I found “Street Fighters” to be a very illuminating. When it was decided that JP Morgan Chase would take over Bear, we get to learn what roles the following key individuals played in the drama:  Secretary of the Treasury, then Henry Paulson; Ben Bernanke, then and currently Chairman of the Federal Reserve; and, the President of the Federal Reserve Bank of New York, Timothy Geithner, who is currently Secretary of the Treasury.

How could such a once mighty investment firm like Bear just disappear from the face of the earth? Read Kate Kelly’s book.

End Point:
I recently reviewed the book, Street Fighters, by Kate Kelly.  In this book the author provides much detail concerning the final three days, 72 hours, of Bear Stearns.

In this piece I will provide a trader’s perspective on thee decline of Bear Stearns. 

Bear Stearns was always known as a firm that was anxious to make a buck.  Believe it or not, when I first went to Wall Street the firm with the best reputation was that of Merrill Lynch- but that changed as I will discuss in a later article.

But Bear Stearns was always a little reckless.  Bear never managed risk very well- and there was a decided reason for this.  It was the culture of the firm.

Alan “Ace” Greenberg, Jim Cayne, and Warren Spector, the key executives at Bear Stearns were bridge players.  Bridge players are frequently very good traders- especially in normal times.  But their trading strategy is one based on selling premium- much as AIG would sell insurance based on a normal bell-shaped curve with expected probabilities.  Or as AIG sold credit default swaps- which caused the collapse of AIG and a United States bailout of $180 billion.

A bell-shaped curve is very useful for theoretical models.  But a bell curve assumes that all variables are known.  Just as in bridge.  There are a specific number of cards and a set of rules, which are followed.  There are no exogenous factors.  So everything is predictable.

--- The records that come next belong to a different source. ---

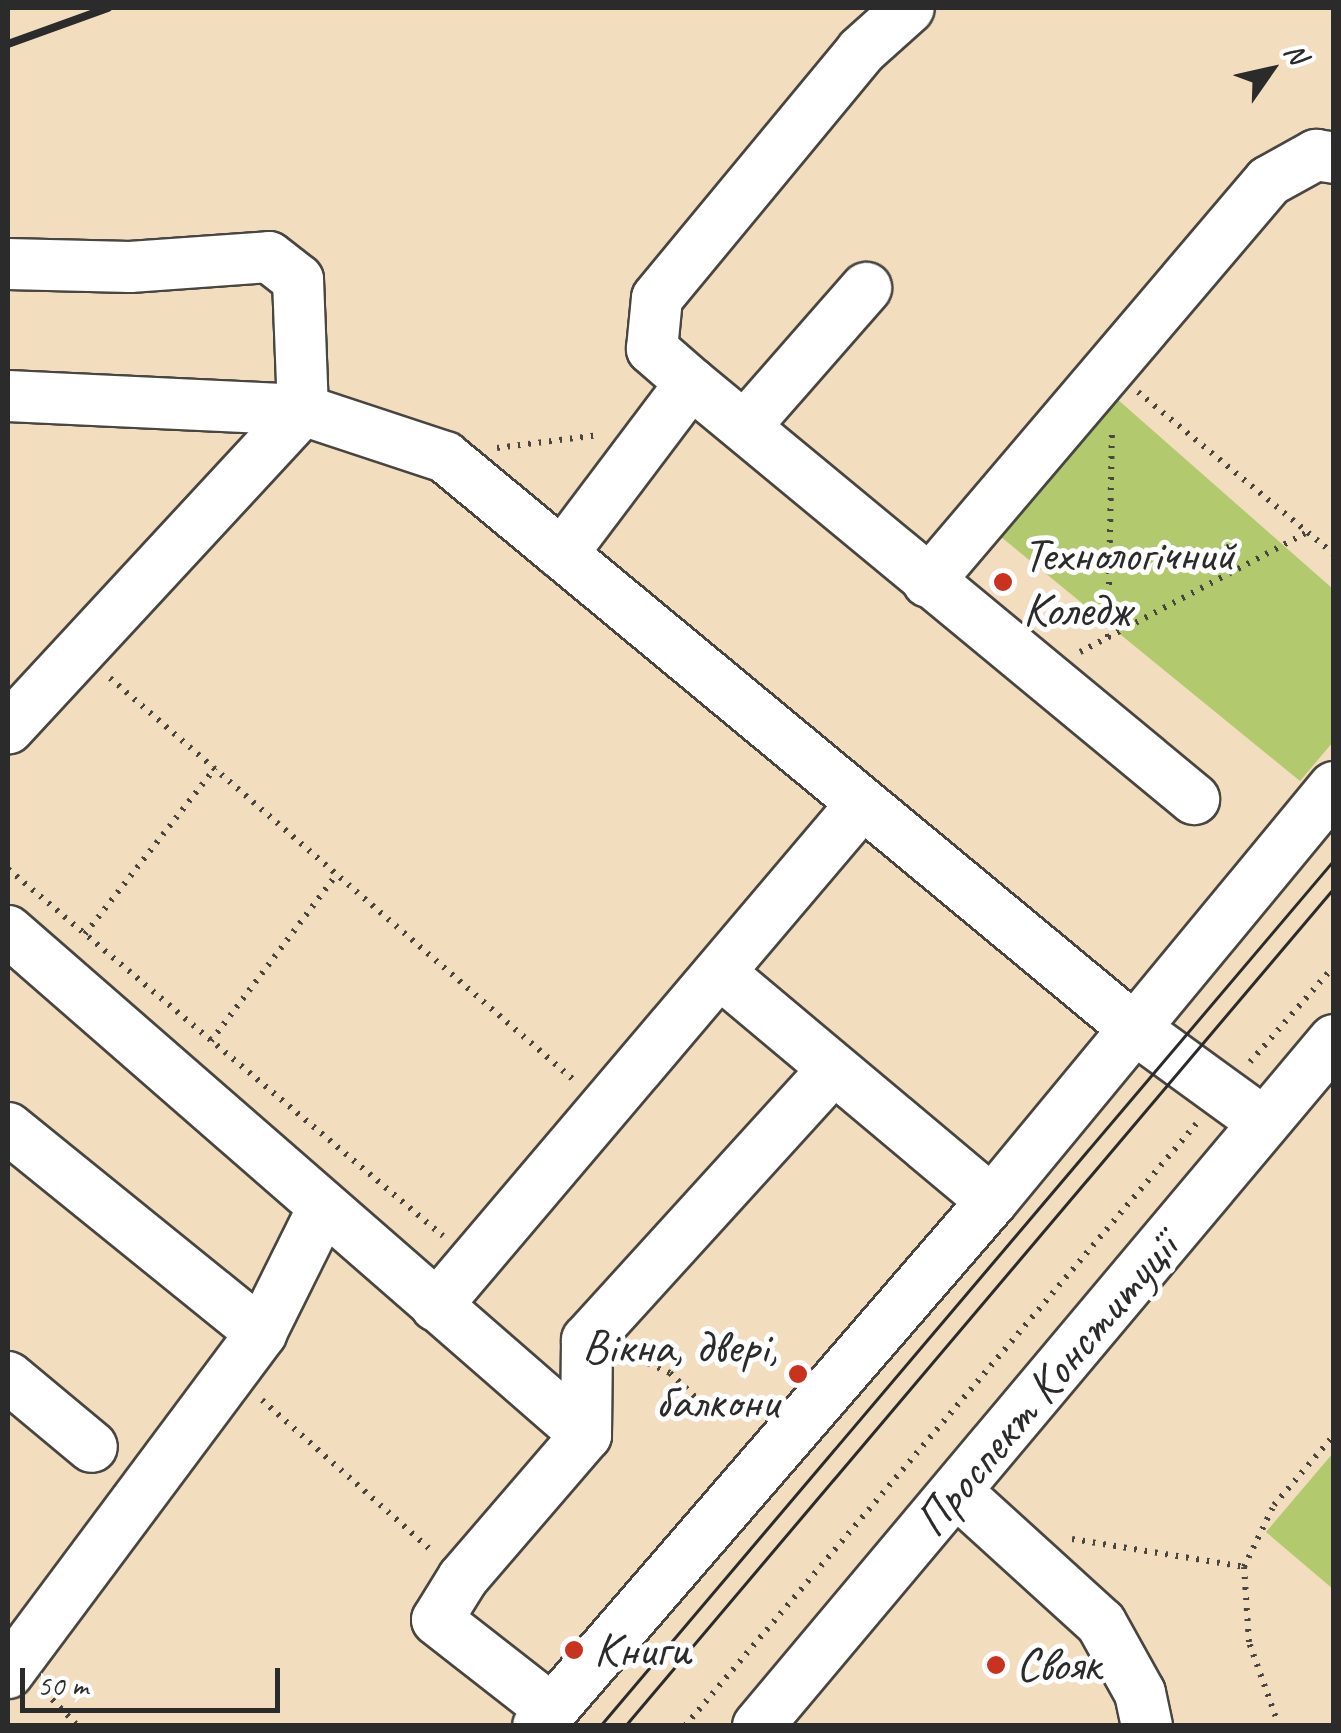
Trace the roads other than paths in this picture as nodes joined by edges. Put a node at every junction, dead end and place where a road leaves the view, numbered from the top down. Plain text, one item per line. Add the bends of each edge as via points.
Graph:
1 (909, 8) edge
2 (1334, 158) edge
3 (8, 264) edge
4 (866, 288) dead end
5 (690, 383) junction
6 (8, 396) edge
7 (303, 410) junction
8 (748, 424) junction
9 (562, 554) junction
10 (928, 582) junction
11 (18, 705) edge
12 (1334, 787) edge
13 (1194, 799) dead end
14 (860, 805) junction
15 (8, 932) edge
16 (720, 974) junction
17 (1131, 1026) junction
18 (1334, 1040) edge
19 (833, 1070) junction
20 (1263, 1122) junction
21 (8, 1128) edge
22 (992, 1201) junction
23 (322, 1208) junction
24 (436, 1306) junction
25 (261, 1334) junction
26 (8, 1377) edge
27 (586, 1435) junction
28 (92, 1447) dead end
29 (958, 1493) junction
30 (8, 1673) edge
31 (544, 1717) edge
32 (758, 1726) edge
33 (1147, 1726) edge

1 - 5 street via 861,51 656,298 652,349
2 - 10 street via 1316,155 1269,181
3 - 7 street via 130,266 268,257 298,280
4 - 8 street
5 - 8 street
5 - 9 street
6 - 7 street
7 - 9 street via 445,457
7 - 11 street via 78,651
8 - 10 street
9 - 14 street
10 - 13 street
12 - 17 street
14 - 16 street
14 - 17 street
15 - 23 street
16 - 19 street
16 - 24 street via 601,1105
17 - 20 street
17 - 22 street
18 - 20 street, Проспект Конституції
19 - 22 street
19 - 27 street via 587,1340
20 - 29 street, Проспект Конституції
21 - 25 street
22 - 31 street
23 - 24 street
23 - 25 street
24 - 27 street
25 - 30 street
26 - 28 street
27 - 31 street via 463,1578 437,1620
29 - 32 street, Проспект Конституції
29 - 33 street via 1100,1623 1140,1693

But trading is very different.  I have called the extraordinary events the Krakatoa Paradigm, after the eruption of the Krakatoa volcano in Indonesia.  No one knew precisely when the volcano would erupt- but it was predicted that it would eventually erupt.  This was discussed more fully in The Black Star News article, Wall Street:  The Volcano This Time.

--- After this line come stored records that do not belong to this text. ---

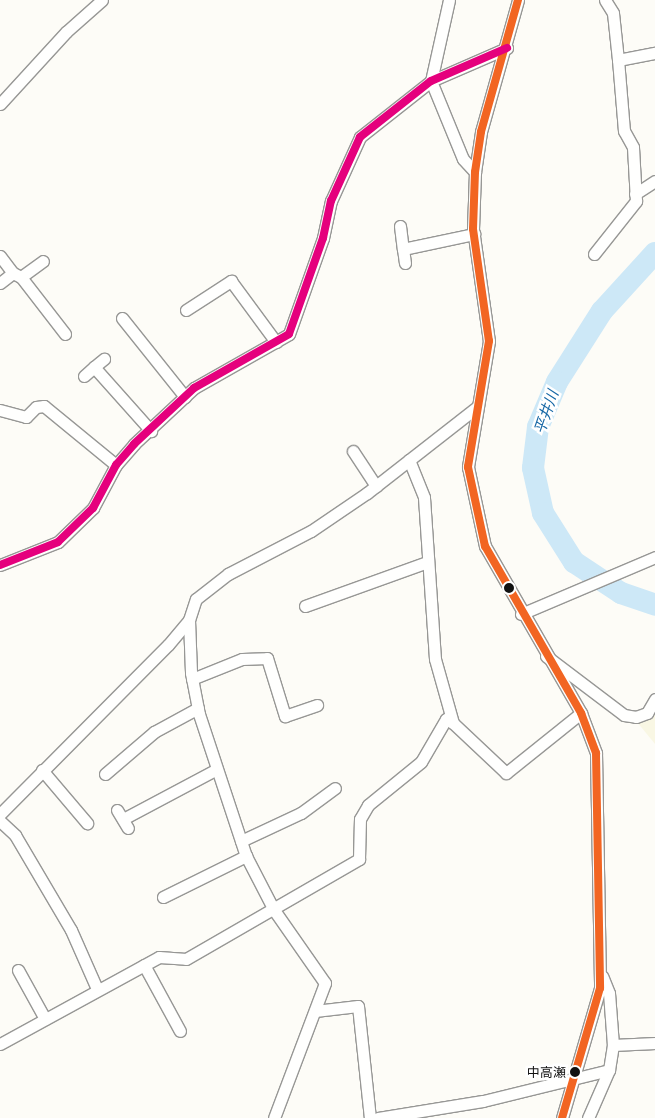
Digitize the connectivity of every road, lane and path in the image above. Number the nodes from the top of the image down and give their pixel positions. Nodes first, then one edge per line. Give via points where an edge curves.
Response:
1 (102, 0) edge
2 (450, 0) edge
3 (605, 0) edge
4 (519, 2) edge
5 (507, 48) junction
6 (655, 53) edge
7 (618, 60) junction
8 (431, 81) junction
9 (0, 104) edge
10 (475, 172) junction
11 (655, 181) edge
12 (636, 194) junction
13 (400, 226) dead end
14 (474, 234) junction
15 (403, 250) junction
16 (594, 254) dead end
17 (0, 256) edge
18 (43, 261) dead end
19 (405, 263) dead end
20 (17, 275) junction
21 (0, 283) edge
22 (186, 310) dead end
23 (122, 318) dead end
24 (65, 334) dead end
25 (276, 342) junction
26 (104, 359) dead end
27 (94, 367) junction
28 (84, 376) dead end
29 (185, 397) junction
30 (477, 407) junction
31 (0, 410) edge
32 (150, 431) junction
33 (353, 452) dead end
34 (409, 460) junction
35 (116, 465) junction
36 (376, 486) junction
37 (655, 557) edge
38 (427, 562) junction
39 (0, 565) edge
40 (305, 606) dead end
41 (521, 614) junction
42 (188, 620) junction
43 (544, 655) junction
44 (192, 679) junction
45 (655, 699) edge
46 (317, 705) dead end
47 (198, 708) junction
48 (581, 713) junction
49 (453, 724) junction
50 (217, 769) junction
51 (42, 770) junction
52 (105, 774) dead end
53 (335, 788) dead end
54 (0, 814) edge
55 (123, 819) dead end
56 (0, 821) edge
57 (87, 823) dead end
58 (241, 841) junction
59 (246, 856) junction
60 (163, 898) dead end
61 (274, 910) junction
62 (144, 965) junction
63 (18, 970) dead end
64 (601, 974) junction
65 (97, 989) junction
66 (315, 1011) junction
67 (46, 1019) junction
68 (180, 1032) dead end
69 (655, 1043) edge
70 (0, 1044) edge
71 (613, 1045) junction
72 (609, 1070) junction
73 (576, 1079) junction
74 (564, 1117) edge
75 (274, 1118) edge
76 (370, 1118) edge
77 (378, 1118) edge
78 (588, 1118) edge

1 - 9 street via 66,32
2 - 8 street
3 - 7 street via 613,13
4 - 5 street
5 - 8 street
5 - 10 street via 481,132
6 - 7 street
7 - 12 street
8 - 10 street via 463,159
8 - 25 street via 360,137 331,201 324,238 293,327
10 - 14 street
11 - 12 street
12 - 16 street via 636,201
13 - 15 street
14 - 15 street
14 - 30 street via 489,326
15 - 19 street
17 - 20 street
18 - 20 street
20 - 21 street
20 - 24 street
22 - 25 street via 231,281
23 - 29 street
25 - 29 street via 211,376
26 - 27 street
27 - 28 street
27 - 32 street
29 - 32 street
30 - 34 street
30 - 41 street via 468,467 472,498 485,546
31 - 35 street via 26,417 36,407 44,406
32 - 35 street
33 - 36 street
34 - 36 street
34 - 38 street via 424,497
35 - 39 street via 93,508 58,542
36 - 42 street via 311,531 228,574 196,599
37 - 41 street
38 - 40 street
38 - 49 street via 435,659
41 - 43 street
42 - 44 street
42 - 51 street
43 - 45 street via 624,714 636,717 646,713
43 - 48 street
44 - 46 street via 242,659 267,658 286,716
44 - 47 street
47 - 50 street
47 - 52 street via 154,732
48 - 49 street via 506,774
48 - 64 street via 597,762
49 - 61 street via 446,720 421,762 368,805 360,819 359,859
50 - 55 street
50 - 58 street
51 - 54 street
51 - 57 street
53 - 58 street via 300,813
56 - 65 street via 15,835 71,930
58 - 59 street
59 - 60 street
59 - 61 street
61 - 62 street via 186,959 165,956
61 - 66 street via 325,983
62 - 65 street
62 - 68 street
63 - 67 street
64 - 71 street via 609,993
64 - 73 street
65 - 67 street
66 - 75 street
66 - 76 street via 358,1006
67 - 70 street
69 - 71 street
71 - 72 street
72 - 73 street
72 - 78 street
73 - 74 street
73 - 77 street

In the 1980s Bear Stearns cleared the equity options trades of a group of bridge players at the American Stock Exchange.  The group was led by two international bridge champions.  They made millions during the early to mid 1980s. 

When an option was overvalued, they sold it and hedged their position with a trade involving the stock.
But then came 1987- the market crashed 22% in one day.

The bridge players were wiped out.  Bear Stearns, as the clearing firm, had to guarantee their trades.  So Bear Stearns knew first hand the dangers of utilizing a normal bell curve as a basis for trading.

Bear Stearns also knew how difficult it was to collect money from some traders, who went out of business.  One seller of premium was Steve Lawrence, a member of the American Stock Exchange, who lost tens of millions of dollars in the October 1987 debacle.  Bear Stearns acted as the clearing house for Lawrence and therefore was liable for his debts- a sum in excess of $20 million.

Ten years after Steve Lawrence blew out, Bear Stearns was still trying to collect the money- and it never recovered the full amount that Lawrence owed to Bear.  So renowned were the efforts to collect the debt that The Wall Street Journal ran a front page article about the Bear Stearns-Steve Lawrence imbroglio.

The connection to the collapse of Bear Stearns lies in the numbers.  Bear Stearns was making too much money from the Collateralized Mortgage Market with AAA rated bonds in two of its funds.  When the housing market collapsed so too did the funds in the summer of 2007.

Bear Stearns assumed too much risk.  It should have learned a valuable lesson from past experience- but it did not.